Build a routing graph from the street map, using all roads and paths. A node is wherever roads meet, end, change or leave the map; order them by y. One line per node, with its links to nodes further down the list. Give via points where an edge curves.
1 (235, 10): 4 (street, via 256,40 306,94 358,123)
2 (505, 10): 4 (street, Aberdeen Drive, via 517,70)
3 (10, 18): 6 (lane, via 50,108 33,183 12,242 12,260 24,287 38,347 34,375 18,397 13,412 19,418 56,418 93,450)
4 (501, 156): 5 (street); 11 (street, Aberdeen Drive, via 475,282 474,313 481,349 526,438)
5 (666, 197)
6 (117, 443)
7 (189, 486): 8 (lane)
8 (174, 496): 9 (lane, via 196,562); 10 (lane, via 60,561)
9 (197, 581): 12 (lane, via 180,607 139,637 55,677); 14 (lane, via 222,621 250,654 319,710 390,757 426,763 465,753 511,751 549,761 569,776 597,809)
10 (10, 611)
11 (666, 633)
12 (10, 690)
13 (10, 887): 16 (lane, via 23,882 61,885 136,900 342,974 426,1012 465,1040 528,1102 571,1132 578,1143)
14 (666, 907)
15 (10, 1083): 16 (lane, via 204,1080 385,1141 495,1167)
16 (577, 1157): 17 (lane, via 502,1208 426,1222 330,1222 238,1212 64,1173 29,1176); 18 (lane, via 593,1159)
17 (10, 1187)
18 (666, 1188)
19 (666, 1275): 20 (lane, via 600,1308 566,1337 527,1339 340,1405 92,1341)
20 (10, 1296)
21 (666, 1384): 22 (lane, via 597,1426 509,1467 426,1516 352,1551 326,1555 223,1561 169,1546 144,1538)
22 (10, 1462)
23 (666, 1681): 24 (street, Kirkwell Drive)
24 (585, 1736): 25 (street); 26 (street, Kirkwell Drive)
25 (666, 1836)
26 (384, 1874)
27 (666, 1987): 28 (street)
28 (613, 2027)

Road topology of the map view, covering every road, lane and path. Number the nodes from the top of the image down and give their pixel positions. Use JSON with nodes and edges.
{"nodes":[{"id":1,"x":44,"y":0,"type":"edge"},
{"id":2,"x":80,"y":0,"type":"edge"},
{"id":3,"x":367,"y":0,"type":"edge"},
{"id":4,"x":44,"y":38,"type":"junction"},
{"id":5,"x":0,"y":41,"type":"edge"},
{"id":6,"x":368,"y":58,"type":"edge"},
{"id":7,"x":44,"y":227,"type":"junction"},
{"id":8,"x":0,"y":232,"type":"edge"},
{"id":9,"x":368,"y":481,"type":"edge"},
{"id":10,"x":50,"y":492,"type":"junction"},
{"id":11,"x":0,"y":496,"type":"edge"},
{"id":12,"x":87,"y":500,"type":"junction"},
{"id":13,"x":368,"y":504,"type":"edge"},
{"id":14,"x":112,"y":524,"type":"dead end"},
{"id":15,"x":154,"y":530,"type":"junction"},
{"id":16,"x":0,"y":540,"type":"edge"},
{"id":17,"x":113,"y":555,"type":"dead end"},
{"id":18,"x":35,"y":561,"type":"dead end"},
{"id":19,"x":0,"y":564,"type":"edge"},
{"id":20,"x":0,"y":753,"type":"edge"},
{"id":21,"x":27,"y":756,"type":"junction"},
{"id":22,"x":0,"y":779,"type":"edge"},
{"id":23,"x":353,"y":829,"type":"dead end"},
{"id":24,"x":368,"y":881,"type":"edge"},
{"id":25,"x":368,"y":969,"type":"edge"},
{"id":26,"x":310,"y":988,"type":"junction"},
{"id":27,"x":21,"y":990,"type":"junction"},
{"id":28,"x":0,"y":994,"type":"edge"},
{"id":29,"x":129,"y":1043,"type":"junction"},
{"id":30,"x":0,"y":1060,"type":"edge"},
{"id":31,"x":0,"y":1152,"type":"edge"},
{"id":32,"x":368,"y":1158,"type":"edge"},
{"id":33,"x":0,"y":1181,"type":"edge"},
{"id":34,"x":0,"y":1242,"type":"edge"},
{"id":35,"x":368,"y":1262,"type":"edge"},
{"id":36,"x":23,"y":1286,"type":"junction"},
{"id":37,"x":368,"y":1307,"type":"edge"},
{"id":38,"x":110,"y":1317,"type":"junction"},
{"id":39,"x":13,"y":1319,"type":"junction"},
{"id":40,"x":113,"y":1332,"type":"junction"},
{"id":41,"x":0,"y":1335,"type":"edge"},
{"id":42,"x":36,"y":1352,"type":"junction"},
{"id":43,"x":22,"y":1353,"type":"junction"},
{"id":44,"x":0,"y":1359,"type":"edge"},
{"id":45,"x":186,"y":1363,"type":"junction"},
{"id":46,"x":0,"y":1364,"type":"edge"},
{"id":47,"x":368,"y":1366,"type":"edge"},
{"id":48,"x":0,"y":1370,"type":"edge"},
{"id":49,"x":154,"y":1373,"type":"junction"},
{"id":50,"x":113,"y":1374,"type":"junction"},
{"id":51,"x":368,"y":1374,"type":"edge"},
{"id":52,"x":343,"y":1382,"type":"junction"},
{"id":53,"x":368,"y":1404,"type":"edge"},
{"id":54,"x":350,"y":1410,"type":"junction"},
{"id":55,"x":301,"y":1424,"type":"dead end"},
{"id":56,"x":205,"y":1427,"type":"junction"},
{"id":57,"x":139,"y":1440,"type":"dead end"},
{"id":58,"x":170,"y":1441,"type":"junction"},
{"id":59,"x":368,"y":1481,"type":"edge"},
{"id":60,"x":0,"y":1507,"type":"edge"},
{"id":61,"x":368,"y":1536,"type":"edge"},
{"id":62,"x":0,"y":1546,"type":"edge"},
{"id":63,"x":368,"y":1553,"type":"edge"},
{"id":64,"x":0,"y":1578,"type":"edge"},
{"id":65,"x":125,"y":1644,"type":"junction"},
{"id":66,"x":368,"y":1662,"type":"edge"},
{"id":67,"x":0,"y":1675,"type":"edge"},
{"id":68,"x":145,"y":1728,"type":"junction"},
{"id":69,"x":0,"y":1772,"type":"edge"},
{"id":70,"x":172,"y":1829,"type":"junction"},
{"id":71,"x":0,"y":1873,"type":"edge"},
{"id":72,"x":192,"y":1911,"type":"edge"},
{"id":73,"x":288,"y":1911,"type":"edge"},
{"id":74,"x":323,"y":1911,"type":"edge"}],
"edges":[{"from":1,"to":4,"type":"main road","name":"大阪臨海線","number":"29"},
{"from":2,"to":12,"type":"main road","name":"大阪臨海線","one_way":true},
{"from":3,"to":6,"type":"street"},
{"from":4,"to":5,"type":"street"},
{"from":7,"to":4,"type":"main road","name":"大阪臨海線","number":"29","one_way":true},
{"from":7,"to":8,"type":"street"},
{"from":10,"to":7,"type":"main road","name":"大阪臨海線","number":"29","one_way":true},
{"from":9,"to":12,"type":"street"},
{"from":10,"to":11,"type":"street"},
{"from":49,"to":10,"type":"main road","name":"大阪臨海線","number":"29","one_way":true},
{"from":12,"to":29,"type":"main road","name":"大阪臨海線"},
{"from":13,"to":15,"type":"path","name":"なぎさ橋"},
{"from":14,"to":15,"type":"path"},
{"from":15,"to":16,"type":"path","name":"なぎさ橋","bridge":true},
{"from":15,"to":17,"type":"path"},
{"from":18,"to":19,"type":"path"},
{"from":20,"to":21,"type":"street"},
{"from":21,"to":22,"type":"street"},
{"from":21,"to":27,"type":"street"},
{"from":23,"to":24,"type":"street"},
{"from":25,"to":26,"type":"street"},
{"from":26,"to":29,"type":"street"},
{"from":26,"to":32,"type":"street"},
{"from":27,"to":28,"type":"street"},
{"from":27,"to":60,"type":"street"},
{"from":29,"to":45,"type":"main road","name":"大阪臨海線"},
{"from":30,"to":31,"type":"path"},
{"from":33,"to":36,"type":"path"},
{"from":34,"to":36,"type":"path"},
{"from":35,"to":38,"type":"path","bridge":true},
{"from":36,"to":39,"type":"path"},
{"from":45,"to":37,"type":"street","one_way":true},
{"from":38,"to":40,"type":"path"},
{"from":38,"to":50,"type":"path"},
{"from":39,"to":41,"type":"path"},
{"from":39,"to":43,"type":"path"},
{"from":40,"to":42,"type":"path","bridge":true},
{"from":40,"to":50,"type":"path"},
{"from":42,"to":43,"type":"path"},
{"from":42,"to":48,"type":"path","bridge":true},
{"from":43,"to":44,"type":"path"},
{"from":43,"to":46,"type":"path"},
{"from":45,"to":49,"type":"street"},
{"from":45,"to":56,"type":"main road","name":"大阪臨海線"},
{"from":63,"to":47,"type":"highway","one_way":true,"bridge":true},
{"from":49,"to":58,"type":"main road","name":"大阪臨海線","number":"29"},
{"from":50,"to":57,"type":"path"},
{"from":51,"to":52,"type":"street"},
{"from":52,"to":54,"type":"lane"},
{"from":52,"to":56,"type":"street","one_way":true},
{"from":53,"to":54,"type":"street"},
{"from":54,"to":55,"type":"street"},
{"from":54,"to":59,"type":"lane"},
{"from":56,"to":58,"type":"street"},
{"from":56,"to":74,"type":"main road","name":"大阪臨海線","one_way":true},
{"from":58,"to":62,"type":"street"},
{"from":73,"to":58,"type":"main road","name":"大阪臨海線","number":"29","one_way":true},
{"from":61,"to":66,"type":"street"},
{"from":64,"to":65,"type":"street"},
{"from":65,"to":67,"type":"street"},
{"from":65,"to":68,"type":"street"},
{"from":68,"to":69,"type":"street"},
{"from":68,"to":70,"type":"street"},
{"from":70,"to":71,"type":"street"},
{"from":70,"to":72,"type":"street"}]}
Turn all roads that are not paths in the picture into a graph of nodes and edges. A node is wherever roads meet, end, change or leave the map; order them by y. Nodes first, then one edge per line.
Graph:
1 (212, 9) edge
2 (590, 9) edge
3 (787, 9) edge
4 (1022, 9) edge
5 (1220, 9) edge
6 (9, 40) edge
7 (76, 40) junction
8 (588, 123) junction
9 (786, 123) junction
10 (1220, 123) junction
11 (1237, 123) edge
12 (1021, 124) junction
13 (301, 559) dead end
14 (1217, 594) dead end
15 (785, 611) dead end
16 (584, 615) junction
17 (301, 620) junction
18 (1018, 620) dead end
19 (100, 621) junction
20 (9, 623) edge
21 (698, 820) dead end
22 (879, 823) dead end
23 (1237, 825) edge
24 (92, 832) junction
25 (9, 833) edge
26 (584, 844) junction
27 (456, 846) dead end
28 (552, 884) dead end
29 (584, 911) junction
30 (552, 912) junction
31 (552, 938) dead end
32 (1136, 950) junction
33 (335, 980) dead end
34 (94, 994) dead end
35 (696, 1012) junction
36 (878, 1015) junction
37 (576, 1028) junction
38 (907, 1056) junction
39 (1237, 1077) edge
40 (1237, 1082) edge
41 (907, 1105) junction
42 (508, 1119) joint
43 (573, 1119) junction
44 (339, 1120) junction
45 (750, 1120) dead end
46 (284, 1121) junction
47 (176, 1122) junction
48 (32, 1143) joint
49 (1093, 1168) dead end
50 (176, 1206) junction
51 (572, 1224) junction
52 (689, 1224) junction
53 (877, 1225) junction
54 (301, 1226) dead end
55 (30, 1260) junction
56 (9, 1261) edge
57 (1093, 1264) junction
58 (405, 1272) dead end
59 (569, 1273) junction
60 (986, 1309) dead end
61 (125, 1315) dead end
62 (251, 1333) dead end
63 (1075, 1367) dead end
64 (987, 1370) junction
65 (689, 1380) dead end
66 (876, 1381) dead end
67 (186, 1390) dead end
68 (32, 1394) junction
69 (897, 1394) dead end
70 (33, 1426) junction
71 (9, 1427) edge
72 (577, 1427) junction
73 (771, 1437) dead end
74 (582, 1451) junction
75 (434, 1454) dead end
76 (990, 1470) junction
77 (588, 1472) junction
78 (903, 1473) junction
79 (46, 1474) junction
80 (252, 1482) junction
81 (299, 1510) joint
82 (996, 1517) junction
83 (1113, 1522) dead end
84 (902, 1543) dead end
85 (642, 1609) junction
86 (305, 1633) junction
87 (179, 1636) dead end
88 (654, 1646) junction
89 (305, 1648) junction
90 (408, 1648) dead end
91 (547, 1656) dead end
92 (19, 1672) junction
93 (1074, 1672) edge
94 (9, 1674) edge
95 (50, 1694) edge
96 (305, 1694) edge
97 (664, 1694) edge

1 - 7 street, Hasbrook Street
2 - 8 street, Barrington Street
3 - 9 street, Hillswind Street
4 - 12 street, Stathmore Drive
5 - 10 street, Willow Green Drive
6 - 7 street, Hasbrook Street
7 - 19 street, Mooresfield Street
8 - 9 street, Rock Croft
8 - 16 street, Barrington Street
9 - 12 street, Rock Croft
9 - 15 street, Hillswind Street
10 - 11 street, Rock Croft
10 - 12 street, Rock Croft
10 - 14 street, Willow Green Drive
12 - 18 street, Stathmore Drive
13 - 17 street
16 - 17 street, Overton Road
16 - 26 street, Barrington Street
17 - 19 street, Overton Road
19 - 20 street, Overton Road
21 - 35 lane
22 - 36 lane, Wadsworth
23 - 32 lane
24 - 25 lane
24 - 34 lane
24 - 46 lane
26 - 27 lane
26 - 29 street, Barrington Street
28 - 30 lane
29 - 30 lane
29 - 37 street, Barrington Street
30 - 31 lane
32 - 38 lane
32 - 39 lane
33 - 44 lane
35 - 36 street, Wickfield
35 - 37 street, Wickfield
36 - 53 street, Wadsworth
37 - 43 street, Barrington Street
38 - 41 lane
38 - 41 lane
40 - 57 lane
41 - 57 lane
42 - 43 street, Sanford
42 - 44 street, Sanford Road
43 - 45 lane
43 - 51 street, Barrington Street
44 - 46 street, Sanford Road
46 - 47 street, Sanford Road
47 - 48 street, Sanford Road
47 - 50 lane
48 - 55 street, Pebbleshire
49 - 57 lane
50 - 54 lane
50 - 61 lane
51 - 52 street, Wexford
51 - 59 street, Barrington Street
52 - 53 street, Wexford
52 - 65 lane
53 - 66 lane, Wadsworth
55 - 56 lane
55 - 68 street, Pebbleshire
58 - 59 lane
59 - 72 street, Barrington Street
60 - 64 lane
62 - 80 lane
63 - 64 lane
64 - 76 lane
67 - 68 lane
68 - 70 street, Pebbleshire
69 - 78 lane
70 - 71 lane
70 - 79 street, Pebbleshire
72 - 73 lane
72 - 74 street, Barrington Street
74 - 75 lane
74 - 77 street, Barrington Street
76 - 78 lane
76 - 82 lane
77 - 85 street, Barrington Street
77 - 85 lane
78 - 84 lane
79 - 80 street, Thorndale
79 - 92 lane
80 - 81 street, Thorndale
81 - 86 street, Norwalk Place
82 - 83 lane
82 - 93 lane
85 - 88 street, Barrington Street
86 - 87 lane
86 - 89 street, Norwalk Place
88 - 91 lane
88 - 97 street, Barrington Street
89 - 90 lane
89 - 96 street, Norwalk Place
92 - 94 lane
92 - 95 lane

Work to be completed: Each line in the listing above that includes the word "Stathmore" needs to be copied out.

Exercise output:
4 - 12 street, Stathmore Drive
12 - 18 street, Stathmore Drive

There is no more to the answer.